On the same day I huddled under a table at a meeting where there may or may not have been a gunman in the building, I found out I got a promotion.
It was a promotion I had been hoping for for several months, but had to wait until my co-worker put in her notice before I could approach management.
There was a moment when I thought it might not happen, when upon her tendering her resignation, they already had someone in mind to replace her.
But I was lucky that they considered my proposal and now things are a “go.”
Along with the promotion (aside from more work) is also more money. Not the amount I asked for, but not terrible either.
While I haven’t been able to celebrate properly, mostly because I got the news on such a weirdly emotional day, practically, I don’t know how much it will even make a difference. In some ways, only a really significant bump might change things for us, and even then, the more you have, the more issues that come along with them.
Not to sound ungrateful. I am thrilled and feel proud. I was making $17, no joke, at my job only a year ago. I had tried negotiating then and it didn’t go anywhere. I knew I had to work my way back into the world I had left for several years to nanny instead. Still, it felt like a pittance that would never get us out of my parents’ basement.
But the new raise means that next year, my kid will no longer qualify for Medicaid. Yes, I still make “enough” to qualify for Medicaid. There are tiers for the All Kids program and while I’m in the upper bracket, paying a monthly premium, it’s still a good deal. I mean, aside from the fact that it took five phone calls before I found someone that would accept him as a new patient and then another five calls just to change my address, it’s been fine.
Now I’m going to have to add him to my insurance, which very well may take about 25% net off the top of my raise.
If for some reason our rent was raised in a few months or our landlord sold the building and we were forced to look for another two bedroom apartment in the city, we’d most likely be paying more. So again, the raise would feel negligible.
No matter how much we could sock away, there will always be unexpected things like doctor’s visits and car repairs, not to mention the very real dental issues I have been ignoring for a few years, based in not just terror, but also lack of funds. My sad, sad dental plan just like most dental plans, only covers so much. It is no match for the work I need done.
I’d love to save for a house, but the amount of money we’d need to put down even with first time homeowner assistance is a hefty sum, not to mention, we’d still need a cushion for emergencies.
To be totally honest, having very little money was much easier than having just enough money. It was simple to see your cash just laying there and watching it go. It was very black and white what you did or didn’t have money for.
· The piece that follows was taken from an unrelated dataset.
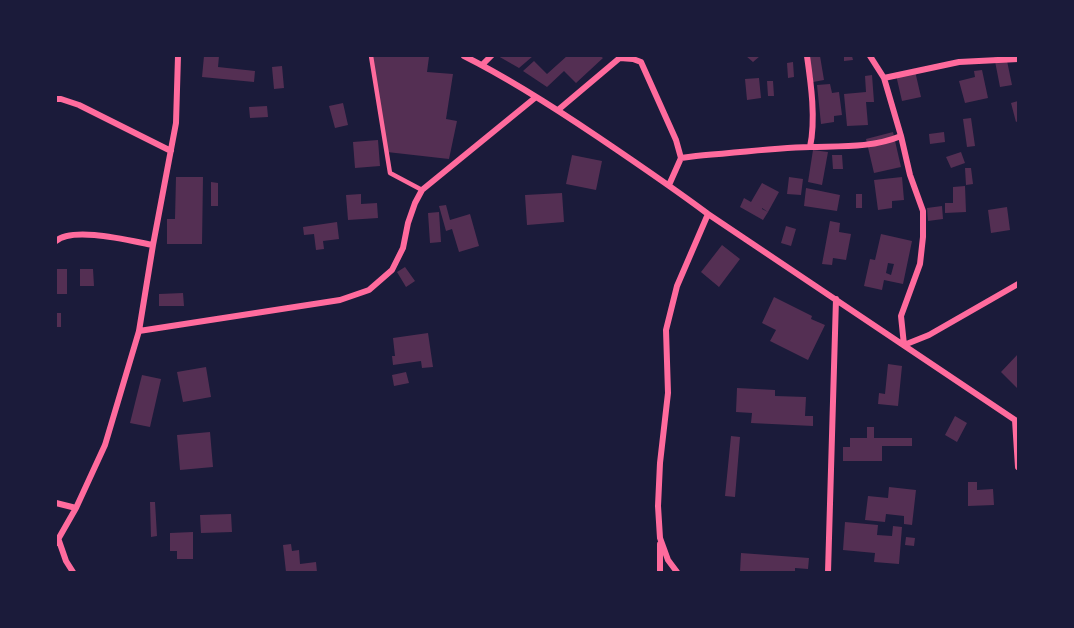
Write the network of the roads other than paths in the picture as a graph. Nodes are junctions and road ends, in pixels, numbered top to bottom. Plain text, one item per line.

I went without using a bank for several years and I think it was a blessing in many ways. Sure, check cashing was a nightmare, but I could operate in cash fairly easily. Now everything is just a push of a button away, from dumb meal plans (I signed up for MealPal because I got a promo code), Lyft lines here and there, Netflix, Spotify, HBONow, you name it.
Most of my bills are paid electronically and often times automatically, funds that magically disappear into the ether to keep the lights on or ensure an Internet connection.
The place we could most improve on budget-wise is not eating out as much, but mostly we are spend thrifts. We have yet to buy one new piece of furniture for our apartment. We don’t travel. We don’t have expensive tastes.
I want to be excited about making a bit more money, but it’s hard to face the reality of what it means when making significant strides in one year still keeps us in a fairly precarious situation.
Like not even mentioning my kid’s education or our retirement.